In a letter to the U.S. Senate publicized on Thursday, 145 business executives and CEOs challenged lawmakers to pass universal background checks and implement “red flag” laws at the federal level.
“Doing nothing about America’s gun violence crisis is simply unacceptable and it is time to stand with the American public on gun safety,” the executives wrote. “We urge the Senate to stand with the American public and take action on gun safety by passing a bill to require background checks on all gun sales and a strong Red Flag law that would allow courts to issue life-saving extreme risk protection orders.
“Background checks on all gun sales are a common-sense solution with overwhelming public support and are a critical step toward stemming the gun violence epidemic in this country,” the letter continued.
Signatories included Twitter CEO Jack Dorsey, Yelp CEO Jeremy Stoppelman, and Uber CEO Dara Khosrowshahi.

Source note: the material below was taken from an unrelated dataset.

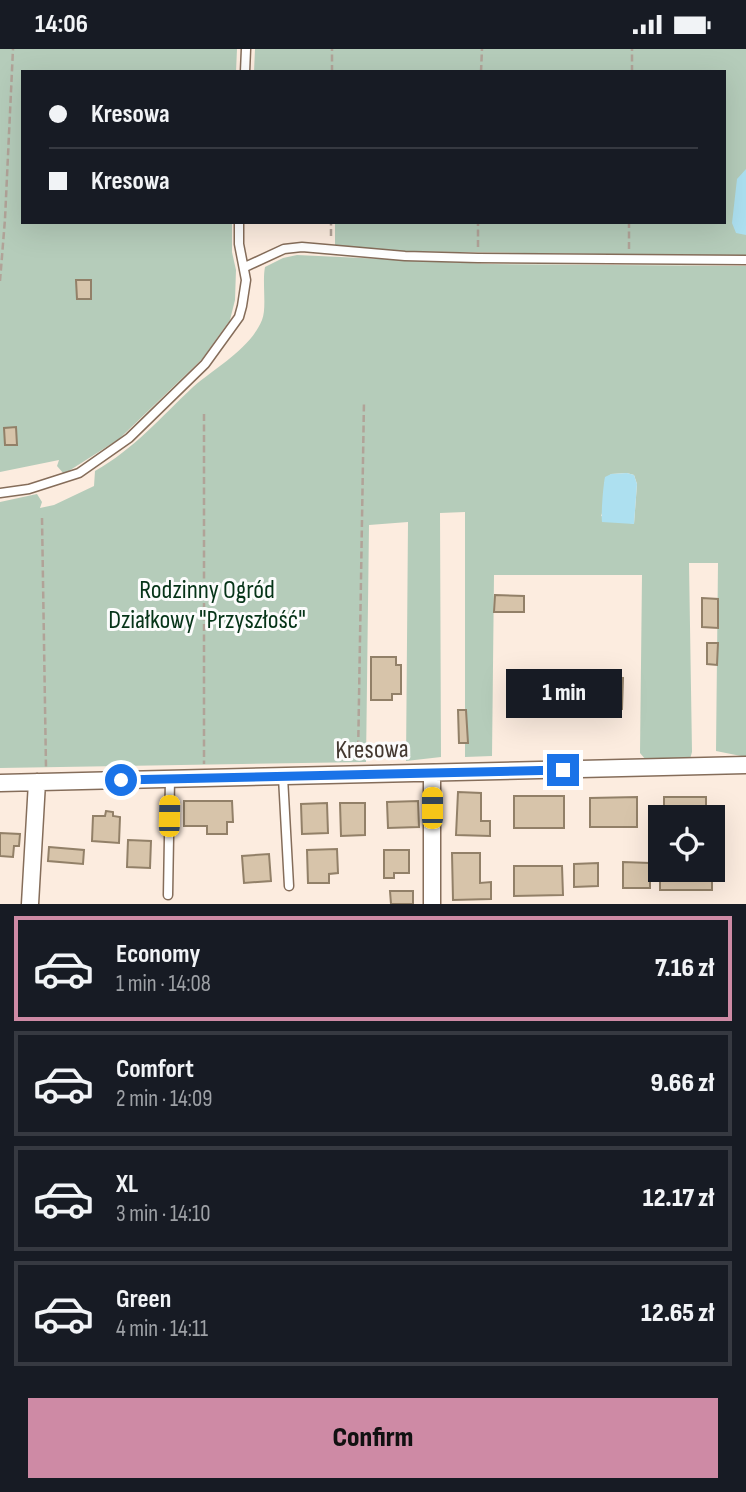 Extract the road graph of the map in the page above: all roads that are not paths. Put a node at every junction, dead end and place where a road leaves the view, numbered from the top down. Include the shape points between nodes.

In their letter, the executives emphasized the recent mass shootings in El Paso and Dayton, neither of which would have been prevented by the sorts of remedies they called for in their message to Congress.
Still, it is possible that Republicans, feeling political pressure from the left, will end up conceding at least something on this divisive topic. Several high-profile GOP lawmakers have come out in favor of the so-called “red flag” laws, which would permit law enforcement officials to confiscate firearms from an individual at the order of a judge. Skeptics have decried the lack of due process inherent in such laws, but as of now, they enjoy at least a modicum of bipartisan support.
As for background checks, Republicans may be willing to pass laws strengthening the speed and efficiency with which the NCIS works for gun sellers, but it is extremely unlikely that Democrats will be able to pass a law expanding those checks to private gun sales. That is what the House passed in February; it has yet to come up for a vote in the Senate.
In that bill (HR 8), Democrats sponsored a bill that would “establish new background check requirements for firearm transfers between private parties.”
“Specifically,” the bill continues, “it prohibits a firearm transfer between private parties unless a licensed gun dealer, manufacturer, or importer first takes possession of the firearm to conduct a background check.”
Critics say that legislation of this sort would turn ordinary gun owners into criminals and hand gun-grabbers a powerful tool with which to confiscate legal weaponry.
“Gun violence in America is not inevitable; it’s preventable,” the business leaders wrote in their letter. “We need our lawmakers to support common-sense gun laws that could prevent tragedies like these.”
Except, of course, for the inconvenient fact that none of these “common sense gun laws” can or will do anything of the kind.